SARS-CoV-2 nsp5 Exhibits Stronger Catalytic Activity and Interferon Antagonism than Its SARS-CoV Ortholog
Jiyao Chen, Zhuang Li, Jiahui Guo, Shangen Xu, Junwei Zhou, Qian Chen, Xue Tong, Dang Wang, Guiqing Peng, Liurong Fang, Shaobo Xiao
Abstract
The nsp5-encoded 3C-like protease is the main coronavirus protease, playing a vital role in viral replication and immune evasion by cleaving viral polyproteins and host immune-related molecules. We showed that both SARS-CoV-2 nsp5 and SARS-CoV nsp5 cleave the NEMO at multiple sites (E152, Q205, and Q231).

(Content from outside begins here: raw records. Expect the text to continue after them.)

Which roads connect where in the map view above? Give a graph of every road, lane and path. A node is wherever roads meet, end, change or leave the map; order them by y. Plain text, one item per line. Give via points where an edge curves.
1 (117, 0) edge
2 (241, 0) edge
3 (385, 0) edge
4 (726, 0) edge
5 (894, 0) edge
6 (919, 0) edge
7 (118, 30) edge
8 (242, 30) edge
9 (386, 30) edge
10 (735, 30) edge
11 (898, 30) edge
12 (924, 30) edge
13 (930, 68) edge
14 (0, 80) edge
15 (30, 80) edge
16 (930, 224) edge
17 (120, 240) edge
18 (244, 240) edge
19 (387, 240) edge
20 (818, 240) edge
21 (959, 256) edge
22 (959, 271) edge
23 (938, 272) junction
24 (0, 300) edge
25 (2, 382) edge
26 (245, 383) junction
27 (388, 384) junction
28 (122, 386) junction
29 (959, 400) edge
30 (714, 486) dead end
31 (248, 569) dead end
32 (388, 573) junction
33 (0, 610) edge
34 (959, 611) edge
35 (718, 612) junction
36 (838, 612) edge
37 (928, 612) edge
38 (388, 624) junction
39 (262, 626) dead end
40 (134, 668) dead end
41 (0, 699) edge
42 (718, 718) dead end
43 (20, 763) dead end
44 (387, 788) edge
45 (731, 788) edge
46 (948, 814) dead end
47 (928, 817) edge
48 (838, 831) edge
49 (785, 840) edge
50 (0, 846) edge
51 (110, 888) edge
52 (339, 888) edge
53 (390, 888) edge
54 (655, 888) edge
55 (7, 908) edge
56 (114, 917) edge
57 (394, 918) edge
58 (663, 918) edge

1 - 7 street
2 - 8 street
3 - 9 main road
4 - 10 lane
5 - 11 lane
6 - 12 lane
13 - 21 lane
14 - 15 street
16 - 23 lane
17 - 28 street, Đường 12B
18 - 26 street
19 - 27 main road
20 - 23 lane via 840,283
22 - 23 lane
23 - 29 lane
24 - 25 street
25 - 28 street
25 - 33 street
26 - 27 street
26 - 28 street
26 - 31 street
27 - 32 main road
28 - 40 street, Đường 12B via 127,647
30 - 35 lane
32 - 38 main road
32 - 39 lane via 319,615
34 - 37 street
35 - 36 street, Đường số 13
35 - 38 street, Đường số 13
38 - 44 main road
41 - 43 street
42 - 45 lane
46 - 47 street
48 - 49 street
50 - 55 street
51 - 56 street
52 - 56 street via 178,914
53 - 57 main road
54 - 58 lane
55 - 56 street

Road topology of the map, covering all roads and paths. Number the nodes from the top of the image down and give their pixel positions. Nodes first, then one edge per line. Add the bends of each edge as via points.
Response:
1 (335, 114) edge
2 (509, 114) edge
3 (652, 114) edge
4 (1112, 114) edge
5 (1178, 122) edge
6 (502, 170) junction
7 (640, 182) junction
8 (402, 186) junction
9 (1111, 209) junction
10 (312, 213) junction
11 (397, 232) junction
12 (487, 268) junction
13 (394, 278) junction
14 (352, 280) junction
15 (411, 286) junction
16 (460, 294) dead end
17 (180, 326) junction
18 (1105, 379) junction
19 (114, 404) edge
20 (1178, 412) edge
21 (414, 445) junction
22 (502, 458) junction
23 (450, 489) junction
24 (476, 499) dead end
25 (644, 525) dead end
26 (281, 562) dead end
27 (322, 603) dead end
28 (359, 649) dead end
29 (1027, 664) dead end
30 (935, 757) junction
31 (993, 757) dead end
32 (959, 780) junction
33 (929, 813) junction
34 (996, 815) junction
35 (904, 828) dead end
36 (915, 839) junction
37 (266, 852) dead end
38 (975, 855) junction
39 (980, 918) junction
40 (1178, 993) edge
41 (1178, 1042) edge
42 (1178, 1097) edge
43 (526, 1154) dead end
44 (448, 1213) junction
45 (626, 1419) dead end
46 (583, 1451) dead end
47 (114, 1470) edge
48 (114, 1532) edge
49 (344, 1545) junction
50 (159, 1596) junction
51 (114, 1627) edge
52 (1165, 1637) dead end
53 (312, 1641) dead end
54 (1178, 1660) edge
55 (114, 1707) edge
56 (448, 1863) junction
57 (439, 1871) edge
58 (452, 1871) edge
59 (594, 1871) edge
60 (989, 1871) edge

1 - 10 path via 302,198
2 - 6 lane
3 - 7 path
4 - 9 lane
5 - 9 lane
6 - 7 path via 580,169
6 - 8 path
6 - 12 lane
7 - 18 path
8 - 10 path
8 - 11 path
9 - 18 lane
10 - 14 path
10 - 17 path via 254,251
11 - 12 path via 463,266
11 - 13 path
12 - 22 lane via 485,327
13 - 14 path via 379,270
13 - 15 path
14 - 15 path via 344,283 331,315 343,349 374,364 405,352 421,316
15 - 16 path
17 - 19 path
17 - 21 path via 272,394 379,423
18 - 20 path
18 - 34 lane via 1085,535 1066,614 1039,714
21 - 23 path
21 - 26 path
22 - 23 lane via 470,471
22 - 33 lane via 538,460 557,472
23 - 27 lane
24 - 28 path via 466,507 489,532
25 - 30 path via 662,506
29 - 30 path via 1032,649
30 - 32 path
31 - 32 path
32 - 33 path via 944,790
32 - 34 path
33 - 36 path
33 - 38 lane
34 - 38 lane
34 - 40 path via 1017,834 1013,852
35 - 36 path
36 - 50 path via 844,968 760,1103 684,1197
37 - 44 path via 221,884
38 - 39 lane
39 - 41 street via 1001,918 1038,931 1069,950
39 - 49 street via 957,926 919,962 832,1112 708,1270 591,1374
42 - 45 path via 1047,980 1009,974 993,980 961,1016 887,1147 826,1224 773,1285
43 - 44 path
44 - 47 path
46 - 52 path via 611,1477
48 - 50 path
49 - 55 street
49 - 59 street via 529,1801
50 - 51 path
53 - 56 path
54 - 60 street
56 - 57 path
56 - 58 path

This specificity differs from NEMO cleavage by alpha- and deltacoronaviruses, demonstrating the distinct substrate recognition of SARS-CoV-2 and SARS-CoV nsp5. Compared with SARS-CoV nsp5, SARS-CoV-2 nsp5 encodes S instead of A at position 46. This substitution is associated with stronger catalytic activity, enhanced cleavage of NEMO, and increased interferon antagonism of SARS-CoV-2 nsp5. These data provide new insights into the pathogenesis and transmission of SARS-CoV-2.